L’idée communément admise est que l’employeur peut rompre discrétionnairement la période d’essai. C’est une idée fausse. La jurisprudence vient encore de limiter la marge de manoeuvre de l’employeur en décidant que la rupture de la période d’essai était abusive pour un motif non inhérent à la personne et n’ayant pas pour finalité la seule appréciation professionnelle du salarié.
On sait que pendant la période d’essai, la loi écarte explicitement les dispositions protectrices relatives à la résiliation du contrat de travail à durée indéterminée (procédure spécifique de licenciement, lettre de motivation).
Néanmoins, l’état de grossesse ne peut jamais justifier cette rupture.
En outre, l’abus de droit vient limiter ce pouvoir. Ainsi il est interdit de pourvoir un poste de manière permanente par des titulaires qui seraient systématiquement remerciés avant la fin de la période d’essai. Il est également acquis par la jurisprudence que l’employeur ne peut justifier sa décision au motif que le salarié a caché qu’il allait se marier, ou sur la base d’une seule semaine de travail ne permettant absolument pas à un cadre de faire ses preuves.

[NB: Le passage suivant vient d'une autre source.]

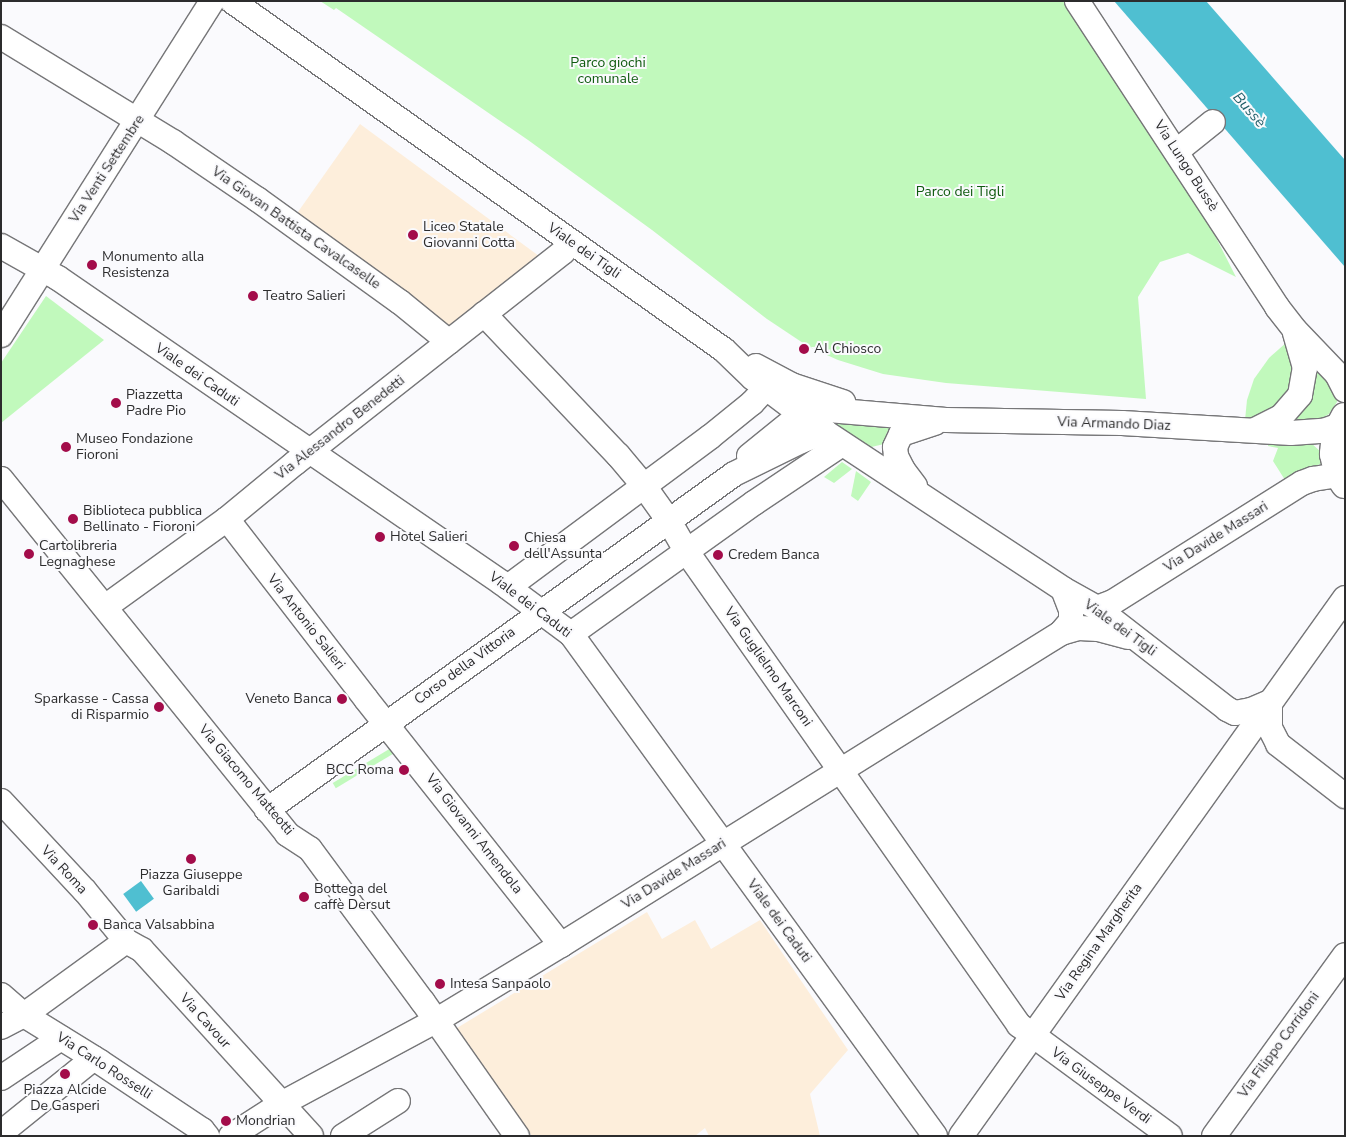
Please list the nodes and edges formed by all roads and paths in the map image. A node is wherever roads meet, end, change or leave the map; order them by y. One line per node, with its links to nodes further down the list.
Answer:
1 (212, 1): 5 (street, Via Venti Settembre)
2 (232, 1): 8 (street, Viale dei Tigli)
3 (1077, 1): 7 (street, Via Lungo Bussè)
4 (1, 37): 5 (street, Via Giovan Battista Cavalcaselle)
5 (138, 122): 10 (street, Via Venti Settembre); 14 (street, Via Giovan Battista Cavalcaselle)
6 (1213, 122): 7 (street)
7 (1177, 151): 12 (street, Via Lungo Bussè)
8 (571, 242): 11 (street, Via Alessandro Benedetti); 15 (street, Viale dei Tigli)
9 (1, 246): 10 (street, Viale dei Caduti)
10 (44, 269): 13 (street, Via Venti Settembre); 25 (street, Viale dei Caduti)
11 (484, 314): 14 (street, Via Alessandro Benedetti); 29 (street, Via Guglielmo Marconi)
12 (1295, 330): 16 (street, Via Lungo Bussè); 18 (street, Via Lungo Bussè); 23 (street)
13 (1, 335)
14 (449, 342): 25 (street, Via Alessandro Benedetti)
15 (724, 350): 17 (street, Viale dei Tigli); 20 (street, Via Armando Diaz)
16 (1345, 361)
17 (766, 388): 19 (street, Viale dei Tigli); 29 (street)
18 (1345, 390)
19 (801, 414): 20 (street, Via Armando Diaz); 24 (street, Viale dei Tigli); 26 (street, Corso della Vittoria)
20 (888, 414): 21 (street, Via Armando Diaz)
21 (946, 420): 23 (street, Via Armando Diaz); 30 (street, Viale dei Tigli)
22 (1342, 421): 23 (street, Via Armando Diaz); 28 (main road)
23 (1251, 431)
24 (833, 438): 26 (street, Corso della Vittoria); 30 (street, Viale dei Tigli); 33 (street)
25 (309, 452): 31 (street, Via Alessandro Benedetti); 34 (street, Viale dei Caduti)
26 (737, 472): 32 (street, Corso della Vittoria)
27 (1, 479): 37 (street, Via Giacomo Matteotti)
28 (1342, 479): 38 (street, Via Davide Massari)
29 (644, 486): 32 (street, Via Guglielmo Marconi); 34 (street)
30 (934, 503): 35 (street, Viale dei Tigli)
31 (227, 519): 37 (street, Via Alessandro Benedetti); 45 (street, Via Antonio Salieri)
32 (669, 521): 33 (street, Via Guglielmo Marconi); 39 (street, Corso della Vittoria)
33 (686, 552): 41 (street); 48 (street, Via Guglielmo Marconi)
34 (508, 587): 39 (street, Viale dei Caduti)
35 (1063, 589): 38 (street, Viale dei Tigli); 40 (street)
36 (1345, 598): 43 (street, Via Regina Margherita)
37 (105, 607): 51 (street, Via Giacomo Matteotti)
38 (1097, 608): 42 (street, Viale dei Tigli)
39 (541, 611): 41 (street, Viale dei Caduti); 45 (street, Corso della Vittoria)
40 (1061, 633): 42 (street, Via Davide Massari); 48 (street, Via Davide Massari)
41 (571, 634): 52 (street, Viale dei Caduti)
42 (1140, 641): 44 (street, Viale dei Tigli)
43 (1270, 702): 44 (street); 46 (street); 47 (street, Via Regina Margherita)
44 (1234, 713): 47 (street, Via Regina Margherita)
45 (386, 723): 51 (street, Corso della Vittoria); 54 (street, Via Giovanni Amendola)
46 (1278, 744): 47 (street); 49 (street)
47 (1239, 745): 60 (street, Via Regina Margherita)
48 (840, 770): 52 (street, Via Davide Massari); 60 (street, Via Guglielmo Marconi)
49 (1345, 796)
50 (1, 801): 53 (street, Via Roma)
51 (268, 810): 58 (street, Via Giacomo Matteotti)
52 (723, 843): 54 (street, Via Davide Massari); 72 (street, Viale dei Caduti)
53 (126, 941): 57 (street); 65 (street, Via Cavour)
54 (562, 945): 58 (street, Via Davide Massari)
55 (1345, 955): 75 (street, Via Filippo Corridoni)
56 (1, 994): 57 (street, Via Carlo Rosselli)
57 (24, 1015): 59 (street); 61 (street, Via Carlo Rosselli)
58 (436, 1020): 65 (street, Via Davide Massari); 71 (street, Via Giacomo Matteotti)
59 (1, 1027)
60 (1032, 1036): 73 (street, Via Regina Margherita); 74 (street, Via Giuseppe Verdi)
61 (61, 1038): 62 (street, Via Carlo Rosselli); 63 (street)
62 (94, 1058): 66 (street); 67 (street, Via Carlo Rosselli)
63 (1, 1078)
64 (398, 1101): 70 (street)
65 (281, 1104): 68 (street, Via Davide Massari); 69 (street, Via Cavour)
66 (1, 1133)
67 (207, 1136)
68 (231, 1136)
69 (311, 1136)
70 (344, 1136)
71 (517, 1136)
72 (935, 1136)
73 (961, 1136)
74 (1170, 1136)
75 (1214, 1136)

Enfin, si la cause de la rupture est une faute professionnelle pendant l’essai, la procédure disciplinaire de l’article L122-41 du Code du Travail doit également être mise en oeuvre.
La Cour de Cassation vient de franchir un nouveau pas en décidant le 20 novembre 2007 qu’il était également abusif de rompre l’essai au motif de la suppression définitivement du poste. Dans cette hypothèse, l’entreprise devrait procéder à un licenciement pour motif économique.